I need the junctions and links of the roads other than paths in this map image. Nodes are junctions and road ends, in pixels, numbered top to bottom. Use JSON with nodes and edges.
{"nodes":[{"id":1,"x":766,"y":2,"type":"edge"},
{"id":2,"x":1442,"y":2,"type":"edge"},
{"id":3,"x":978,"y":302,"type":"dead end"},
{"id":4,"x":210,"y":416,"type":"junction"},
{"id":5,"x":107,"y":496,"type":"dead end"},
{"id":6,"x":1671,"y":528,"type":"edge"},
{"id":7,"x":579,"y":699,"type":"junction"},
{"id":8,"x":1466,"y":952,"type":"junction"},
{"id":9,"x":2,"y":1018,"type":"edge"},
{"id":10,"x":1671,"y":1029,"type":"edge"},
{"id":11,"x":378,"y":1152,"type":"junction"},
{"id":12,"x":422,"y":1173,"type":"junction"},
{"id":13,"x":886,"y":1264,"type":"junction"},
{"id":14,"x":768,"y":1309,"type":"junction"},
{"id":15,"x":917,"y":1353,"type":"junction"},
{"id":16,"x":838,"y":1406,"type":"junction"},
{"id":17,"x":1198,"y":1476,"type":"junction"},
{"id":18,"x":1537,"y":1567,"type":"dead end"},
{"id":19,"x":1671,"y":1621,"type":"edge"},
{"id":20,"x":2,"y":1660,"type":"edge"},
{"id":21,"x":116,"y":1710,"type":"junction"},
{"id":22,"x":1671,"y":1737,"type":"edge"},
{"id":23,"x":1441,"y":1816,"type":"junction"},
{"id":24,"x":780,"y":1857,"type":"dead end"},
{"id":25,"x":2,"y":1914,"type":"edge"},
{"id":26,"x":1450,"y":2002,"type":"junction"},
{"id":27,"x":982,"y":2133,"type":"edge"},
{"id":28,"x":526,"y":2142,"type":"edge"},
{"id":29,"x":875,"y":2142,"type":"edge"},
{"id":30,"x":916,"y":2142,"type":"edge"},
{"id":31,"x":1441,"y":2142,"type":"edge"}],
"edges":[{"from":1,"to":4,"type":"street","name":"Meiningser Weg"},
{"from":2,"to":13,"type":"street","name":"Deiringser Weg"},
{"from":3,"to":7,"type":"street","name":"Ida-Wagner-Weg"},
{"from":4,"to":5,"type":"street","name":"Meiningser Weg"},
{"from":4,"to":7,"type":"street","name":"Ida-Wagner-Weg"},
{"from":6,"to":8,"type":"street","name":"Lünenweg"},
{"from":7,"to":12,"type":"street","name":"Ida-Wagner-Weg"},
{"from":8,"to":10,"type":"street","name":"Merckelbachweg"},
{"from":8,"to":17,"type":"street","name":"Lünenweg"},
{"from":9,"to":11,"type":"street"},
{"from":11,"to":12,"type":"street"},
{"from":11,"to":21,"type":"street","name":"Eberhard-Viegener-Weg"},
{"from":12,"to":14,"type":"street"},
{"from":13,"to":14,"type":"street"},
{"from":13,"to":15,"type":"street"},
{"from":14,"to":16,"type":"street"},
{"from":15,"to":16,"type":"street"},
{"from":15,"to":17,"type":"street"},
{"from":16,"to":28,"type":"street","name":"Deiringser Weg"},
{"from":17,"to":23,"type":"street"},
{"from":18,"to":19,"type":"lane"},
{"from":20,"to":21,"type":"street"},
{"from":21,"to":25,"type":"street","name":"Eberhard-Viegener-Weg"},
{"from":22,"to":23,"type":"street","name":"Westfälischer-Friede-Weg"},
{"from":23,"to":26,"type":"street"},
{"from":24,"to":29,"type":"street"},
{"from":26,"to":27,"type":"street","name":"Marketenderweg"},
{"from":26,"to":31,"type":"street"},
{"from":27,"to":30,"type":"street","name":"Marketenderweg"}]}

▬▬▬

Task details:
The expected output is an exact copy of all the records above.

Solution for this task:
I need the junctions and links of the roads other than paths in this map image. Nodes are junctions and road ends, in pixels, numbered top to bottom. Use JSON with nodes and edges.
{"nodes":[{"id":1,"x":766,"y":2,"type":"edge"},
{"id":2,"x":1442,"y":2,"type":"edge"},
{"id":3,"x":978,"y":302,"type":"dead end"},
{"id":4,"x":210,"y":416,"type":"junction"},
{"id":5,"x":107,"y":496,"type":"dead end"},
{"id":6,"x":1671,"y":528,"type":"edge"},
{"id":7,"x":579,"y":699,"type":"junction"},
{"id":8,"x":1466,"y":952,"type":"junction"},
{"id":9,"x":2,"y":1018,"type":"edge"},
{"id":10,"x":1671,"y":1029,"type":"edge"},
{"id":11,"x":378,"y":1152,"type":"junction"},
{"id":12,"x":422,"y":1173,"type":"junction"},
{"id":13,"x":886,"y":1264,"type":"junction"},
{"id":14,"x":768,"y":1309,"type":"junction"},
{"id":15,"x":917,"y":1353,"type":"junction"},
{"id":16,"x":838,"y":1406,"type":"junction"},
{"id":17,"x":1198,"y":1476,"type":"junction"},
{"id":18,"x":1537,"y":1567,"type":"dead end"},
{"id":19,"x":1671,"y":1621,"type":"edge"},
{"id":20,"x":2,"y":1660,"type":"edge"},
{"id":21,"x":116,"y":1710,"type":"junction"},
{"id":22,"x":1671,"y":1737,"type":"edge"},
{"id":23,"x":1441,"y":1816,"type":"junction"},
{"id":24,"x":780,"y":1857,"type":"dead end"},
{"id":25,"x":2,"y":1914,"type":"edge"},
{"id":26,"x":1450,"y":2002,"type":"junction"},
{"id":27,"x":982,"y":2133,"type":"edge"},
{"id":28,"x":526,"y":2142,"type":"edge"},
{"id":29,"x":875,"y":2142,"type":"edge"},
{"id":30,"x":916,"y":2142,"type":"edge"},
{"id":31,"x":1441,"y":2142,"type":"edge"}],
"edges":[{"from":1,"to":4,"type":"street","name":"Meiningser Weg"},
{"from":2,"to":13,"type":"street","name":"Deiringser Weg"},
{"from":3,"to":7,"type":"street","name":"Ida-Wagner-Weg"},
{"from":4,"to":5,"type":"street","name":"Meiningser Weg"},
{"from":4,"to":7,"type":"street","name":"Ida-Wagner-Weg"},
{"from":6,"to":8,"type":"street","name":"Lünenweg"},
{"from":7,"to":12,"type":"street","name":"Ida-Wagner-Weg"},
{"from":8,"to":10,"type":"street","name":"Merckelbachweg"},
{"from":8,"to":17,"type":"street","name":"Lünenweg"},
{"from":9,"to":11,"type":"street"},
{"from":11,"to":12,"type":"street"},
{"from":11,"to":21,"type":"street","name":"Eberhard-Viegener-Weg"},
{"from":12,"to":14,"type":"street"},
{"from":13,"to":14,"type":"street"},
{"from":13,"to":15,"type":"street"},
{"from":14,"to":16,"type":"street"},
{"from":15,"to":16,"type":"street"},
{"from":15,"to":17,"type":"street"},
{"from":16,"to":28,"type":"street","name":"Deiringser Weg"},
{"from":17,"to":23,"type":"street"},
{"from":18,"to":19,"type":"lane"},
{"from":20,"to":21,"type":"street"},
{"from":21,"to":25,"type":"street","name":"Eberhard-Viegener-Weg"},
{"from":22,"to":23,"type":"street","name":"Westfälischer-Friede-Weg"},
{"from":23,"to":26,"type":"street"},
{"from":24,"to":29,"type":"street"},
{"from":26,"to":27,"type":"street","name":"Marketenderweg"},
{"from":26,"to":31,"type":"street"},
{"from":27,"to":30,"type":"street","name":"Marketenderweg"}]}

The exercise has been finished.